On April 28, 1979, a few weeks after the Three Mile Island accident, a crowd of close to 15,000 protesters assembled at a nearby site. [49] [50] Singers Jackson Browne and Bonnie Raitt took the stage along with various speakers. The following day, 286 protesters including Daniel Ellsberg were arrested for civil disobedience/trespassing on the Rocky Flats facility. [51] [52]
On December 11, 1980, Congress enacted the Comprehensive Environmental Response, Compensation, and Liability Act, which provided the authority to respond directly to releases or threatened releases at the nation's worst environmental sites.
Dark Circle is a 1982 American documentary film that focuses on the Rocky Flats Plant and its plutonium contamination of the area's environment. The film won the Grand Prize for documentary at the Sundance Film Festival and received a national Emmy Award for "Outstanding individual achievement in news and documentary". [53]

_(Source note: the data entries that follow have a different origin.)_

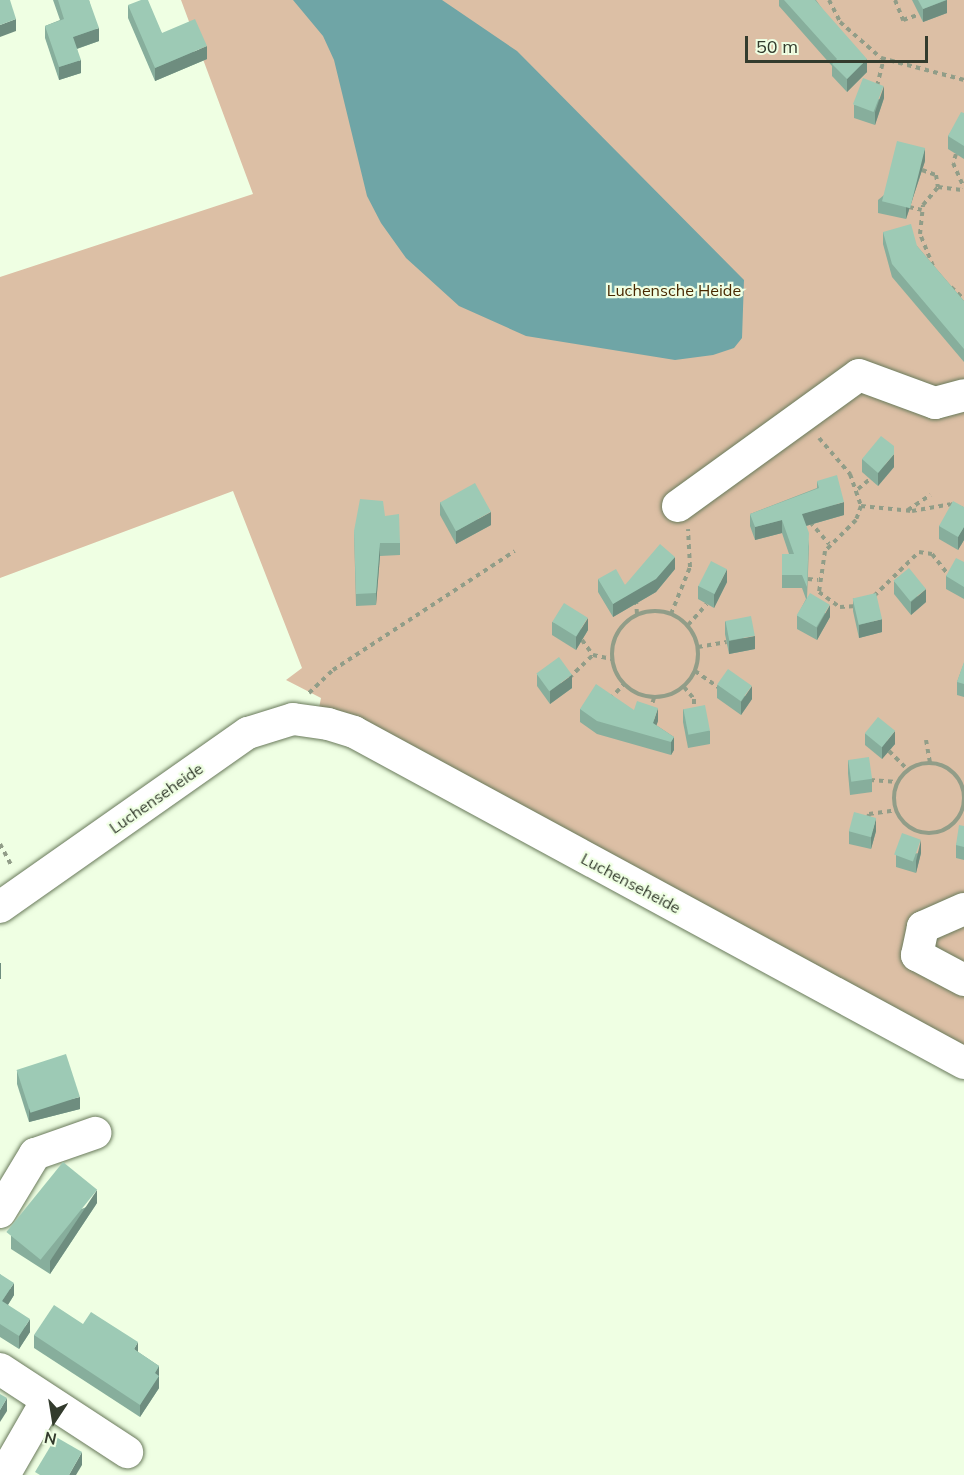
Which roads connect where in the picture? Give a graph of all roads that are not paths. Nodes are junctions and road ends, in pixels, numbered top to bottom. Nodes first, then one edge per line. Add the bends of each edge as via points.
1 (964, 395) edge
2 (678, 506) road end
3 (12, 899) edge
4 (964, 909) edge
5 (964, 980) edge
6 (964, 1063) edge
7 (94, 1133) dead end
8 (0, 1212) edge
9 (0, 1369) edge
10 (46, 1402) junction
11 (127, 1452) dead end
12 (4, 1475) edge

1 - 2 street via 935,404 859,375
3 - 6 street, Luchenseheide via 248,733 293,719 354,732
4 - 5 street via 923,927 917,955
7 - 8 street via 35,1154
9 - 10 street
10 - 11 street
10 - 12 street

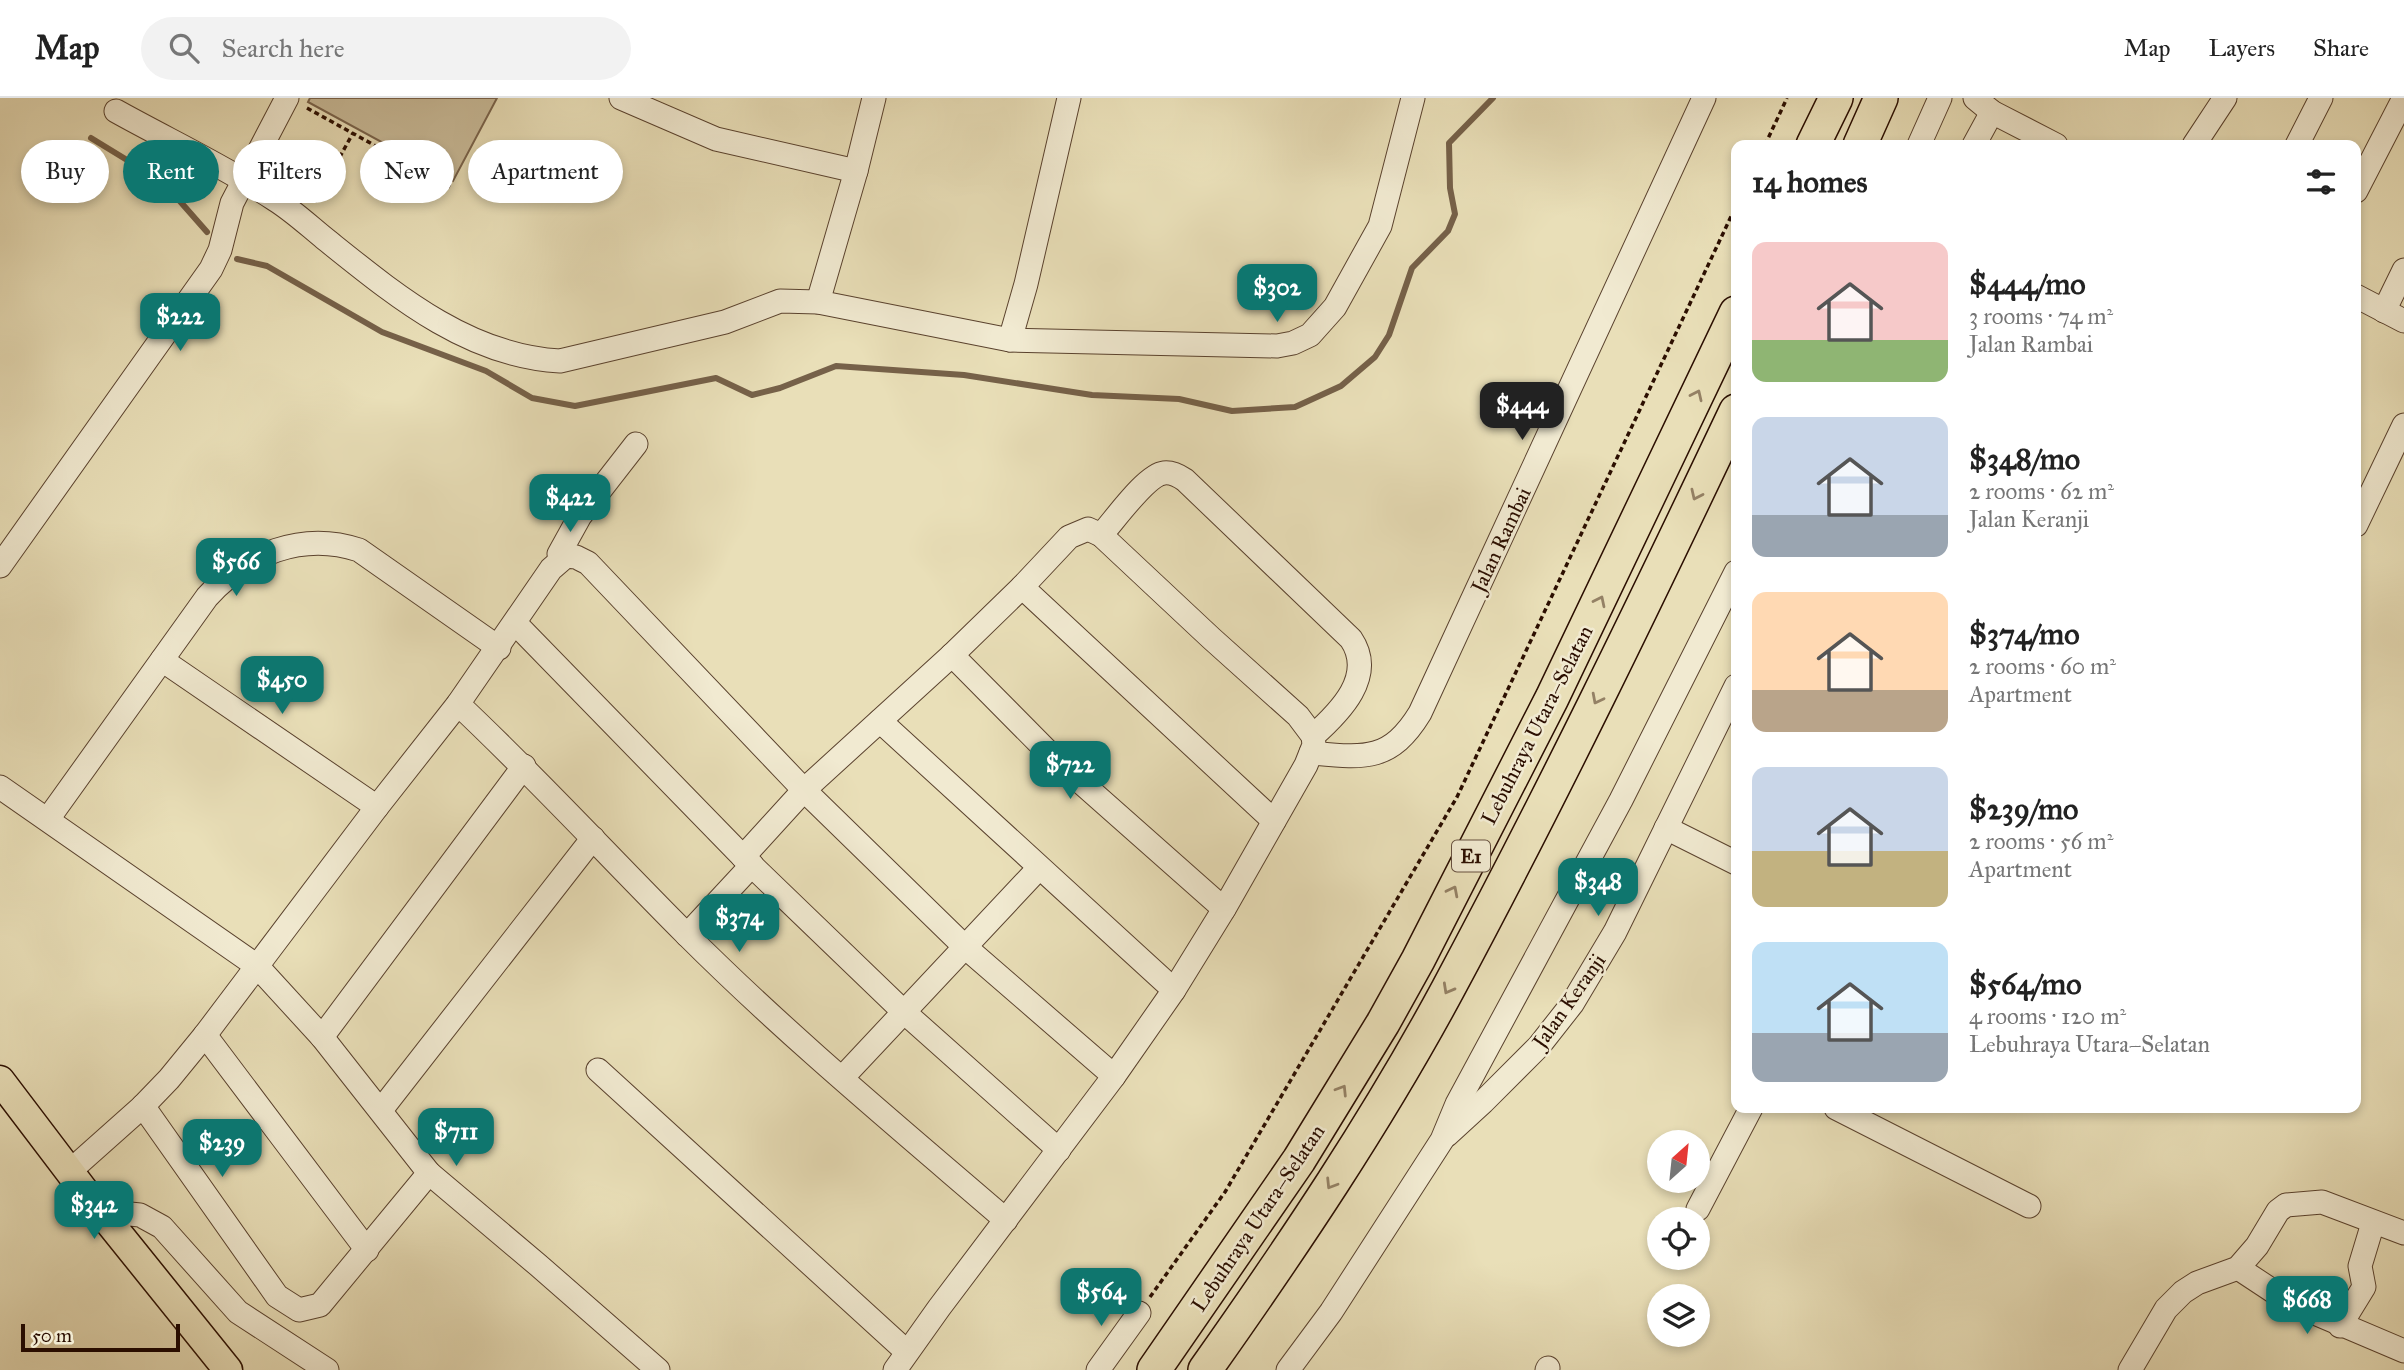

Rocky Flats became a focus of protest by peace activists throughout the 1980s. In 1983, a demonstration was organized that brought together 17,000 people who joined hands in an encirclement around the 17-mile (27 km) perimeter of the plant. [54] [55]
A perimeter security zone was installed around the facility in 1983 and was upgraded with remote detection abilities in 1985. Also in 1983, the first radioactive waste was processed through the aqueous recovery system, creating a plutonium button.[ citation needed ]
A plant safety official, Jim Stone, warned Rockwell that their employees were being exposed to unsafe levels of beryllium in 1984. He was fired in 1986 for whistle blowing. The plant used beryllium as part of the weapons manufacturing process. Stone later claimed that Rockwell would fire employees who had been exposed in order to limit their liability for the health of their employees. [56] Twelve Rocky Flats workers were discovered to have berylliosis, a lung disease cause by beryllium, as part of DOE testing. These findings spurred the DOE to investigate berylliosis in all their facilities. [56] [57]
A celebration of 250,000 continuous safe hours by the employees at Rocky Flats happened in 1985. The same year, Rockwell received Industrial Research Magazine's IR-100 award for a process to remove actinide contamination from wastewater at the plant. The next year, the site received a National Safety Council Award of Honor for outstanding safety performance. [58]
By 1986 over 5,500 workers were employed at the site, and were represented by the Oil, Chemical and Atomic Workers International Union (OCAW). [59]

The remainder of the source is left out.